Revised Deadline/ Timeline for financial institutions to obtain the self-certification is 30 April, 2017 for “US Reportable Accounts”; Otherwise financial accounts required to be blocked under Rule 114H(8) of the Income-tax Rules, 1962 under alternative procedure of FATCA

Revised Timeline (30 Apr. 2017) under FATCA: CBDT Press Release dt. 11 Apr. 2017

The Inter-Governmental Agreement (IGA) with USA for implementation of FATCA entered into force on 31 Aug. 2015. Under the alternative procedure provided in Rule 114H(8) of the Income-tax Rules, 1962, the financial institutions need to obtain self-certification and carry out due diligence in respect of all individual and entity accounts opened from 1 Jul. 2014 to 31 Aug. 2015. Such self-certification and documentation was required to be obtained by the financial institutions by 31 Aug. 2016, otherwise they were required to close the accounts and report the same if found to be a “reportable account” as per the prescribed due diligence procedure for pre-existing account.

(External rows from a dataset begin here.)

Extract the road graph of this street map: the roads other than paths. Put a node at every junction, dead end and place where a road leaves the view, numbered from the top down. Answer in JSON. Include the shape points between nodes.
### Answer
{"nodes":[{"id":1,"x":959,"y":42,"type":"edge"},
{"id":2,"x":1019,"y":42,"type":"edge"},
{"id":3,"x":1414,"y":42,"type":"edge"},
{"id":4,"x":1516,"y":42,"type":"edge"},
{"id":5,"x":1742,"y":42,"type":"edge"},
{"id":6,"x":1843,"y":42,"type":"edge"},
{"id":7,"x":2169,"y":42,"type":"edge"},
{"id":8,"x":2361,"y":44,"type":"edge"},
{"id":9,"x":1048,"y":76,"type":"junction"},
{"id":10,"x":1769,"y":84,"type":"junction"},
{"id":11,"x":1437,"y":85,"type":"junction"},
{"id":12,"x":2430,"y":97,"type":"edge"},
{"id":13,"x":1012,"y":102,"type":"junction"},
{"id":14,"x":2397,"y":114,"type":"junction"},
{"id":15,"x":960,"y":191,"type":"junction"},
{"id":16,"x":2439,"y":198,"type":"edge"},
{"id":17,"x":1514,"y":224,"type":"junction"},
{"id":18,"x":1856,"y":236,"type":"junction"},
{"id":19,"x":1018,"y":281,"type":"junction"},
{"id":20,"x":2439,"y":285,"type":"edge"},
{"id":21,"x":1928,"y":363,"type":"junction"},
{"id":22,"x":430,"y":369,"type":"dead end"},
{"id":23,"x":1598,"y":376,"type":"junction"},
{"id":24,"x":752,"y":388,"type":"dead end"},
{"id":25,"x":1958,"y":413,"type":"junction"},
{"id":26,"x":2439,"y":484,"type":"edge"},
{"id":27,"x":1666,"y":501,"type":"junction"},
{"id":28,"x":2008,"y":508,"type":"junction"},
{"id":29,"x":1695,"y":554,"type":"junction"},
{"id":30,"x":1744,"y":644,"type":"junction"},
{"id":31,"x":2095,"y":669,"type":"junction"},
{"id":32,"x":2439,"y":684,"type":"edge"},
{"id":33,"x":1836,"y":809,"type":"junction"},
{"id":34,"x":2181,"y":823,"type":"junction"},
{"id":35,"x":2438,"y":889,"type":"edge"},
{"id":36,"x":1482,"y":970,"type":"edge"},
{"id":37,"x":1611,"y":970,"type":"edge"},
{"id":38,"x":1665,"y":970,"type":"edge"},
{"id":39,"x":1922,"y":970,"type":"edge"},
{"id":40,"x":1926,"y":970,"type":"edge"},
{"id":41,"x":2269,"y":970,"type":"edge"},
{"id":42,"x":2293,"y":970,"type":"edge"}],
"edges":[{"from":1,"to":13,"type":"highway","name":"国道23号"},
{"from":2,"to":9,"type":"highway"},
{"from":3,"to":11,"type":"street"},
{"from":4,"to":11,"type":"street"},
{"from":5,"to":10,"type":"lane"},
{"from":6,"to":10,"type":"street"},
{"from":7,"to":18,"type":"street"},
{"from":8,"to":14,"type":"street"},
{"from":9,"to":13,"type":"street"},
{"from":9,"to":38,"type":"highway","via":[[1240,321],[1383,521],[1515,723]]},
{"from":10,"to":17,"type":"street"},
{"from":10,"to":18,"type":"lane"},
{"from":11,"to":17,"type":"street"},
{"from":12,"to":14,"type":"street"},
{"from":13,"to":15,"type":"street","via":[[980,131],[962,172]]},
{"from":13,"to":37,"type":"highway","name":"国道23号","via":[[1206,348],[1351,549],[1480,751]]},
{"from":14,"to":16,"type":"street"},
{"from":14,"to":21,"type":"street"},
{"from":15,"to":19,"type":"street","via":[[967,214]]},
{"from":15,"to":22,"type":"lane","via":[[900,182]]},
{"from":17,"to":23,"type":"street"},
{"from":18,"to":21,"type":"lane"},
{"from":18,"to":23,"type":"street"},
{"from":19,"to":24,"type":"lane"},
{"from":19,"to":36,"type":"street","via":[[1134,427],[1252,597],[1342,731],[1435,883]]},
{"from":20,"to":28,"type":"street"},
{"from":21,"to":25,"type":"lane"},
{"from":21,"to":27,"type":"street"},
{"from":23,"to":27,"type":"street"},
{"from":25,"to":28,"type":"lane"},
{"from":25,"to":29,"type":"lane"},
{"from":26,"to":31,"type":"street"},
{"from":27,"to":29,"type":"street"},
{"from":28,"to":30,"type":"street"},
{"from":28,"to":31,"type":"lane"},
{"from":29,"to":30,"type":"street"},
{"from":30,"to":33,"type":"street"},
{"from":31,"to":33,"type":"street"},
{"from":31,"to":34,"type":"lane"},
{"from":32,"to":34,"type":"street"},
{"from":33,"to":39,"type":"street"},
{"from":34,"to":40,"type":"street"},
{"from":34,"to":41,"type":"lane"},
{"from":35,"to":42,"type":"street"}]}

In view of the difficulties highlighted by stakeholders in following the provision for “closure” of financial accounts, it was informed vide Press Release dated 31 Aug. 2016 that the financial institutions may not close the accounts by 31 Aug. 2016 in respect of which self-certifications have not been obtained under the alternative procedure and a revised time line shall be notified in due course. The financial institutions were also advised to continue to work on completing the required due diligence, including obtaining self-certifications.

Queries are being received from the financial institutions regarding the revised time lines for completion of due diligence. The financial institutions are advised that all efforts should be made by the financial institutions to obtain the self-certification. The account holders may be informed that, in case self-certifications are not provided till 30 Apr. 2017, the accounts would be blocked, which would mean that the financial institution would prohibit the account holder from effecting any transaction with respect to such accounts. The transactions by the account holder in such blocked accounts may, thereafter, be permitted once the self-certification is obtained and due diligence completed.